Appetite for Destruction: Eat to Live or Live to Eat?

Posted by ghostpipe73 on April 28, 2008

I’m not much of an eating person. I eat only to fill up my duty as a human person who is required to furnish himself with grub three times a day at a routinely time throughout. of course there are the in-between snacks and titbits but that’s minor in my daily eating habits.

I have been living my life in a country with mixed cultures and practises, and as the topic of discussion suggests, these different cultures each pose eating habits which I find rather alarming. Alarming in the sense that when it comes to eating, the rule of thumb is, it’s gotta be good, prepared rather sumptuously and to be eaten with absolute glee and without a care of what tomorrow may bring to your health. Be it Malay, Indian, Chinese, Iban, Kadazan, etc. etc. whatever ethnic group it comes from, the order of the day for food paraphernalia is never short of killing the digestive system and incessantly making attempts to paralyse the liver.

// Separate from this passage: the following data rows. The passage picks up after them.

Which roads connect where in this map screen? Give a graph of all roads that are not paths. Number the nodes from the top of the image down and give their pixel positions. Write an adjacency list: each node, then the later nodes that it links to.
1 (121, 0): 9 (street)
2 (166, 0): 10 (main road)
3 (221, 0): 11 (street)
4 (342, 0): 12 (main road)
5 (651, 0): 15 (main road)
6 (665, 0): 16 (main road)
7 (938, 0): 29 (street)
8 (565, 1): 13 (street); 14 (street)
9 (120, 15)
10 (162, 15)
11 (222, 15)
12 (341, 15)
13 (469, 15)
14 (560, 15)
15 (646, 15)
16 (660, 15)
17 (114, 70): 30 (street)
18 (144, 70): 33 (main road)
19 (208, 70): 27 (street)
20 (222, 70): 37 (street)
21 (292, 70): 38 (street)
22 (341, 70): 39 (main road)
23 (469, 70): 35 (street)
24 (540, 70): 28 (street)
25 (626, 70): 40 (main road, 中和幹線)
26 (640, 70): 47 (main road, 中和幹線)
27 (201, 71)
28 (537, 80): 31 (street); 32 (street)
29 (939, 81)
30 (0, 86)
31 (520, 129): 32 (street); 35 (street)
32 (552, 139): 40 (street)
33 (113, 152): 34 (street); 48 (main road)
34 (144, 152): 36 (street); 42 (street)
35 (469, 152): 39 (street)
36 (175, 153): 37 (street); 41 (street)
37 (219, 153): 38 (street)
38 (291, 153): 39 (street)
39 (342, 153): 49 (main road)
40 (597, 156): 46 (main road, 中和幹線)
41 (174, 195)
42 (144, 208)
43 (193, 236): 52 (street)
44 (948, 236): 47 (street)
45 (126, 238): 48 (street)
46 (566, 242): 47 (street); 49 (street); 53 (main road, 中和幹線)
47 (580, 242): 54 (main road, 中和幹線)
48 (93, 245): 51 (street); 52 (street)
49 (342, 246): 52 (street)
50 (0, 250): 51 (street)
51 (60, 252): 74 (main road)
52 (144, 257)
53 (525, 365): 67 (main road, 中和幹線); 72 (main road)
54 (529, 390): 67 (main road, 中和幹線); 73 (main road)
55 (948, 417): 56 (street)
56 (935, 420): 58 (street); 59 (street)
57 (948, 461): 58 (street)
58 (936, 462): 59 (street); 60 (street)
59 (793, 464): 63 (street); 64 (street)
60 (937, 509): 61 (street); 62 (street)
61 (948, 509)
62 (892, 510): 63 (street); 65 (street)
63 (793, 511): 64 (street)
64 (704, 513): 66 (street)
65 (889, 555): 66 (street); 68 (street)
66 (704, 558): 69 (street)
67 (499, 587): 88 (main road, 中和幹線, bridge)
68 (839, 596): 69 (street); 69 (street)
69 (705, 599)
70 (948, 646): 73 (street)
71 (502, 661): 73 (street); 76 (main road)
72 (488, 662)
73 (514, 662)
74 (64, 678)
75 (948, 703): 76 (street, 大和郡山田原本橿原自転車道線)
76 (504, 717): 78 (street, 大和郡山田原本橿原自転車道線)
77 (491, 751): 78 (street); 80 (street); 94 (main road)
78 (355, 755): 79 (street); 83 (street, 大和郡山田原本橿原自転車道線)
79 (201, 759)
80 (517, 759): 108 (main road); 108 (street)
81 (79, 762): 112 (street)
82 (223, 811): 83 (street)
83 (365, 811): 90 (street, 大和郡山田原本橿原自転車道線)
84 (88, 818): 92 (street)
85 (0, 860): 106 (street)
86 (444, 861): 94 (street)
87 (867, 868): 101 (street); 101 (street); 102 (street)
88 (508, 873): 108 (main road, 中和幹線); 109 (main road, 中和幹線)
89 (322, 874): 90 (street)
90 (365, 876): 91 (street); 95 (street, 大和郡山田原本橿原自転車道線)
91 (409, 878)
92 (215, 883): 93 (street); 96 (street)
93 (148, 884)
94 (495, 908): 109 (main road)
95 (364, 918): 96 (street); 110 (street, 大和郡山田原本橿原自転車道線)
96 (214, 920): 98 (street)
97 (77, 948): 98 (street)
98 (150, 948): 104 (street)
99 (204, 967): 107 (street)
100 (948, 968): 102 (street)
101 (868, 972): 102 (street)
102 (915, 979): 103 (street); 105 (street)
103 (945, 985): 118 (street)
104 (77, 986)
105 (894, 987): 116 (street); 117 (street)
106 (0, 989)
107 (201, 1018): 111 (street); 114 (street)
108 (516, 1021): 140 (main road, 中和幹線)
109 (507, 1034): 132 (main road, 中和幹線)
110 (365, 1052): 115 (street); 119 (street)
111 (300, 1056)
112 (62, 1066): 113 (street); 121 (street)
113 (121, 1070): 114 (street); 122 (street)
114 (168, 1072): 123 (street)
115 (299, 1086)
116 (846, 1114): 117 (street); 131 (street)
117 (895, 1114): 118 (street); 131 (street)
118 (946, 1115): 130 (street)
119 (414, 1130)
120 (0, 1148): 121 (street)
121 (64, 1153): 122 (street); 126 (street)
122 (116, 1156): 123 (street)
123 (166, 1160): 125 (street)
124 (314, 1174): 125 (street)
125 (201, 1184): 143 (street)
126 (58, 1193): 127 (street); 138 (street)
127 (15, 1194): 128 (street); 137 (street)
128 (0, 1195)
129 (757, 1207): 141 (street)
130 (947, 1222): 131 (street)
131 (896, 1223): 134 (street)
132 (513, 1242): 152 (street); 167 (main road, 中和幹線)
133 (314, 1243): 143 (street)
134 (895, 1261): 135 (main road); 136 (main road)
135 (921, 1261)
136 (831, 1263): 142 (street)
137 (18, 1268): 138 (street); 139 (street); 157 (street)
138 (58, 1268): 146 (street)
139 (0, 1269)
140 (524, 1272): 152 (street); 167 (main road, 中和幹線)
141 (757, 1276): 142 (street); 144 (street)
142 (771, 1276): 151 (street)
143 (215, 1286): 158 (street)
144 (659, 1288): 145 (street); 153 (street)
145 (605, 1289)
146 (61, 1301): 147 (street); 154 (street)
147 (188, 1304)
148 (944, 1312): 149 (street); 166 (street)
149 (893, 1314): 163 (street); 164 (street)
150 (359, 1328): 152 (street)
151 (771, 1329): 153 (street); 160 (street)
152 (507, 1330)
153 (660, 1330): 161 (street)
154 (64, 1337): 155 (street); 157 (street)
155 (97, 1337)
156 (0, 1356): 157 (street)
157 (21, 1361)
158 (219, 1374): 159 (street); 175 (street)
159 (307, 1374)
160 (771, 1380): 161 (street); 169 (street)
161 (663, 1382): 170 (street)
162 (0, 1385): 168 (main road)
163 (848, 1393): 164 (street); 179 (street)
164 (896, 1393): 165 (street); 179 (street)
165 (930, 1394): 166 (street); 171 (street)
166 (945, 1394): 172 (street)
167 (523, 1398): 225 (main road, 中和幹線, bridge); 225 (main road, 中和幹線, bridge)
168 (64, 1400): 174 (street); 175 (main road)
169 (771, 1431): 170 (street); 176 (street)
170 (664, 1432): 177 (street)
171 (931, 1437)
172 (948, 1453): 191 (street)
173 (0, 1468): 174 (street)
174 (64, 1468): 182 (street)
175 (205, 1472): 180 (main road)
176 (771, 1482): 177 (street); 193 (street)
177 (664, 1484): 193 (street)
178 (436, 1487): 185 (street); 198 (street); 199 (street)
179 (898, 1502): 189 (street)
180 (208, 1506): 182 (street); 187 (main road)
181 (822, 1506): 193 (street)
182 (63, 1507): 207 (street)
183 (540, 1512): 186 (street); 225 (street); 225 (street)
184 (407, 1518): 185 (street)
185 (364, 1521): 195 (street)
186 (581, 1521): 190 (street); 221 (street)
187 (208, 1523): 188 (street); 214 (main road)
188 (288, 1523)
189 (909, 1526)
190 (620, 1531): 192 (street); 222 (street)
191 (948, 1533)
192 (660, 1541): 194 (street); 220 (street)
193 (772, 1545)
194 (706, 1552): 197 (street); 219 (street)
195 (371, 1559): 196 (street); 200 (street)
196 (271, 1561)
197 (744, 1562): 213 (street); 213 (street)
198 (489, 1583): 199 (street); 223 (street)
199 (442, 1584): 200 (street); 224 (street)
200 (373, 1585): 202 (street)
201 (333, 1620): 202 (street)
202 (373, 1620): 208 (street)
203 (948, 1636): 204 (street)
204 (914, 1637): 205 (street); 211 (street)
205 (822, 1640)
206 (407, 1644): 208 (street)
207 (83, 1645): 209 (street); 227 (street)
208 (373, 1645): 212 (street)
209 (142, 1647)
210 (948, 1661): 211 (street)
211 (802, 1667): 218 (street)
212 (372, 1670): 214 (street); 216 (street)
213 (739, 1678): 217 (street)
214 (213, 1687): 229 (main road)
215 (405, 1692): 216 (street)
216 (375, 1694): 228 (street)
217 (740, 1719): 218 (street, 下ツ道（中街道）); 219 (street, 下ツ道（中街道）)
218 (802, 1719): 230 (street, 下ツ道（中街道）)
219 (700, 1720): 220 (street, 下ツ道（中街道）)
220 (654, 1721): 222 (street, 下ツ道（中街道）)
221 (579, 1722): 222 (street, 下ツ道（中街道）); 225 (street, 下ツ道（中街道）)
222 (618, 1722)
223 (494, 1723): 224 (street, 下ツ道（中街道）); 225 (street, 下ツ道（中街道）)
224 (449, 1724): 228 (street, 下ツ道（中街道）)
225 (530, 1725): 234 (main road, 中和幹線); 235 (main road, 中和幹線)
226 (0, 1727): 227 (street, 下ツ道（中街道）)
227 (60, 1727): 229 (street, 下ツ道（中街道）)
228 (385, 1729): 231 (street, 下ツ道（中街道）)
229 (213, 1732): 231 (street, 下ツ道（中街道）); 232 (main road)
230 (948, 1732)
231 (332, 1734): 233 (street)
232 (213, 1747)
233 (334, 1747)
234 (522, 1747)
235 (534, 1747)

I guess other cultures in other parts of the world are the same.  The Greeks for example, enjoy meals upon meals upon meals for every meal of the day they have.  And I know of this from experience as I have a good old Greek-American friend who loves every meal he has. I have nothing against eating lavishly and sharing the good food on the table with friends, families and loved ones as a sign of happiness, prosperity and all that jazz. I do however have something against making the dining part of an event the most important part of that event, e.g. in a charity dinner, you’d sometimes forget why you’re there because the bloody highlight of the evening would be the dinner instead of the whole charity thing.  Then again, I have issues on charity dinners because I think it’s most of the time organised by hypocrites.  But that’s another story.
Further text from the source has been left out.